Novartis has announced that the US Food and Drug Administration (FDA) has approved Aimovig (erenumab) for the preventive treatment of migraine in adults. Aimovig is a novel therapeutic approach as the first and only FDA-approved treatment specifically developed to prevent migraine by blocking the calcitonin gene-related peptide receptor (CGRP-R), which is believed to play a critical role in migraine. Aimovig 70 mg is self-administered once monthly via Amgen's device, the SureClick® autoinjector and does not require a loading dose. Some patients may benefit from a dosage of 140 mg once monthly.
“Aimovig provides patients with a novel option for reducing the number of days with migraine,” said Eric Bastings, M.D., deputy director of the Division of Neurology Products in the FDA’s Center for Drug Evaluation and Research. “We need new treatments for this painful and often debilitating condition.”
Patients often describe migraine headache pain as an intense pulsing or throbbing pain in one area of the head. Additional symptoms include nausea and/or vomiting and sensitivity to light and sound. Approximately one-third of affected individuals can predict the onset of a migraine because it is preceded by an aura – transient sensory or visual disturbances that appear as flashing lights, zig-zag lines or a temporary loss of vision. People with migraine tend to have recurring attacks triggered by a number of different factors, including stress, hormonal changes, bright or flashing lights, lack of food or sleep and diet. Migraine is three times more common in women than in men and affects more than 10 percent of people worldwide.
The effectiveness of Aimovig for the preventive treatment of migraine was evaluated in three clinical trials. The first study included 955 participants with a history of episodic migraine and compared Aimovig to placebo. Over the course of six months, Aimovig-treated patients experienced, on average, one to two fewer monthly migraine days than those on placebo. The second study included 577 patients with a history of episodic migraine and compared Aimovig to placebo. Over the course of three months, Aimovig-treated patients experienced, on average, one fewer migraine day per month than those on placebo. The third study evaluated 667 patients with a history of chronic migraine and compared Aimovig to placebo. In that study, over the course of three months, patients treated with Aimovig experienced, on average, 2 ½ fewer monthly migraine days than those receiving placebo.
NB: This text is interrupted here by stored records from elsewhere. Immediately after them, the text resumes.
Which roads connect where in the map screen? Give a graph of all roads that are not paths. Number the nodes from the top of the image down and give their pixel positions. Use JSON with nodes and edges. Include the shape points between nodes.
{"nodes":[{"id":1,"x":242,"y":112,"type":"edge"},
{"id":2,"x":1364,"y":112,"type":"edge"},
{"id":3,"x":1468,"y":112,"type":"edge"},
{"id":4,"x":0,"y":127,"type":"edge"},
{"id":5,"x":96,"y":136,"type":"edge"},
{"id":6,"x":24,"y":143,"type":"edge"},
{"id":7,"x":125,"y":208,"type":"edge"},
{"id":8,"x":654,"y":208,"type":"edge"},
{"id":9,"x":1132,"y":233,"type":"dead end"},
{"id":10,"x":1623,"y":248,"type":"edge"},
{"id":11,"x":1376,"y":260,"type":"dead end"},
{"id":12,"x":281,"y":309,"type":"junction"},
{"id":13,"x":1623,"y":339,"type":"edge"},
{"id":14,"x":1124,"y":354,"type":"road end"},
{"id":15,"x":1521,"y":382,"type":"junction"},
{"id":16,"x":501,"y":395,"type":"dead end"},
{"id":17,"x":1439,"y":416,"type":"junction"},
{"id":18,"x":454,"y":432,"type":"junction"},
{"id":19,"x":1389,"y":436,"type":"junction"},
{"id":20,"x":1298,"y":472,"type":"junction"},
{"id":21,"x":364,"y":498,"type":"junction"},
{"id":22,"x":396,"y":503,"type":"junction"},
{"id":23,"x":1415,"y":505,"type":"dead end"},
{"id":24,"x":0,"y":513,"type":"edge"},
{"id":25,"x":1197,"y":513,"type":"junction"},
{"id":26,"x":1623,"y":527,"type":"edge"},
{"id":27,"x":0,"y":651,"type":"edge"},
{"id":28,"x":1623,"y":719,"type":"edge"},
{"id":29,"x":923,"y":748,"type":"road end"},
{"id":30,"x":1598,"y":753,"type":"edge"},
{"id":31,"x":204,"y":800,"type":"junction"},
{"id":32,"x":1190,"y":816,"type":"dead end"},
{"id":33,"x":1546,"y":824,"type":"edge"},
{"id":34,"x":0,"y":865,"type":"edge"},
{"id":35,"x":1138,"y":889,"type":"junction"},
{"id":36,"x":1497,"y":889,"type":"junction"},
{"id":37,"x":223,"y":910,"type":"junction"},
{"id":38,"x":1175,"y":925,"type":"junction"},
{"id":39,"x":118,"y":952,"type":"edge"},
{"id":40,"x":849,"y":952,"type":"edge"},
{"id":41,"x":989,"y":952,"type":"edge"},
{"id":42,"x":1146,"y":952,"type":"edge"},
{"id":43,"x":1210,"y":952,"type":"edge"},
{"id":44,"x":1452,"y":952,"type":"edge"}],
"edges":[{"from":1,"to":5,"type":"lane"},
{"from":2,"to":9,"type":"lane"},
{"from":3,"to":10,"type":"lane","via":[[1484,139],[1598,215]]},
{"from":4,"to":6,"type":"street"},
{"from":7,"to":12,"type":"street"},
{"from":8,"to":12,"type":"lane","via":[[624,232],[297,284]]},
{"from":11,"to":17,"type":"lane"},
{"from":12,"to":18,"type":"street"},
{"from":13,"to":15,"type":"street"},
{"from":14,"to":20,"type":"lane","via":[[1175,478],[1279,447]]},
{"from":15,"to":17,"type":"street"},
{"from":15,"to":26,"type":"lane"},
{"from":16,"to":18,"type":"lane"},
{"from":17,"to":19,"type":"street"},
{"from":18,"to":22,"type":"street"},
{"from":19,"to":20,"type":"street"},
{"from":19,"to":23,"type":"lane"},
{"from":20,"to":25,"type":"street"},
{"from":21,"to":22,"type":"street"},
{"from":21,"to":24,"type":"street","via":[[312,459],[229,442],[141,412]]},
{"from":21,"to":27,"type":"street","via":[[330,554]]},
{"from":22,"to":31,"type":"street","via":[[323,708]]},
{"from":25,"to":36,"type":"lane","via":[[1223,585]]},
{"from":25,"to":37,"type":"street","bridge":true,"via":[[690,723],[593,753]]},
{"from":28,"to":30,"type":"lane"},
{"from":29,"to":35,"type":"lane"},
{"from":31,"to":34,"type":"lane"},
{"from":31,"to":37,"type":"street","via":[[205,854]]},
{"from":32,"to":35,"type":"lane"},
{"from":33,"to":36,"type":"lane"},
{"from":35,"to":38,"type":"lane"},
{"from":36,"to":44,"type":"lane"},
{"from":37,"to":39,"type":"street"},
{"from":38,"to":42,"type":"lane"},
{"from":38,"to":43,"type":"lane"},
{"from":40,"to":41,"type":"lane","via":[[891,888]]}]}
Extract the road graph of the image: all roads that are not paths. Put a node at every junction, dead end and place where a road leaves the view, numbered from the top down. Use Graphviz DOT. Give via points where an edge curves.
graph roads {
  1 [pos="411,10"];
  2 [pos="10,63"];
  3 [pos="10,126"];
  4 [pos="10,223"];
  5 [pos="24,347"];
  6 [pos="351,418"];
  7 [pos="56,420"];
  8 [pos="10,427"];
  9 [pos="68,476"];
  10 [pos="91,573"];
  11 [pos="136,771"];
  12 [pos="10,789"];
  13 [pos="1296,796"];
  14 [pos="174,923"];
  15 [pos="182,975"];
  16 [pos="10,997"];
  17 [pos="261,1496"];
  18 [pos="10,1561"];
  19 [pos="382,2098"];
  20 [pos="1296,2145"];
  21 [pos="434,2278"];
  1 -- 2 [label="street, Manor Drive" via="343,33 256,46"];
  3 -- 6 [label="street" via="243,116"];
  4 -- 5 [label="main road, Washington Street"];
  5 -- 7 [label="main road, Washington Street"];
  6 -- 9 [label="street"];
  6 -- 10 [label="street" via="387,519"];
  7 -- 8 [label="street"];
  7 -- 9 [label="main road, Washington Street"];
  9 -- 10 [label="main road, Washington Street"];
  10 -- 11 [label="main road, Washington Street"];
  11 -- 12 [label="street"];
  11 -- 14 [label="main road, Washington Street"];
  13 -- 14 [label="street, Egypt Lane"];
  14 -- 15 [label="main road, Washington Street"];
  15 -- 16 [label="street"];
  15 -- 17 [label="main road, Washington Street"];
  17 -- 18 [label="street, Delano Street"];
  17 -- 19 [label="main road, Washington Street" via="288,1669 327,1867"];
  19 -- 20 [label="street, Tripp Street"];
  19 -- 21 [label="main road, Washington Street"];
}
The most common side effects that patients in the clinical trials reported were injection site reactions and constipation.
"The FDA approval of Aimovig demonstrates Novartis commitment to bringing meaningful new medicines to patients with complex neurologic diseases, like migraine," said Paul Hudson, CEO Novartis Pharmaceuticals. "Aimovig is the first therapy of its kind targeting the CGRP receptor, and has demonstrated robust efficacy across the spectrum of migraine. We look forward to working closely with Amgen in the U.S. to bring this treatment to physicians and their patients, who could now gain days of their lives back each month."
In Phase II and III studies in chronic and episodic migraine, Aimovig resulted in significant reductions in monthly migraine days and use of acute migraine medications compared to placebo. These effects on monthly migraine days have been shown to be sustained for up to 15 months in an ongoing open-label extension study in episodic migraine (four to 14 headache days per month).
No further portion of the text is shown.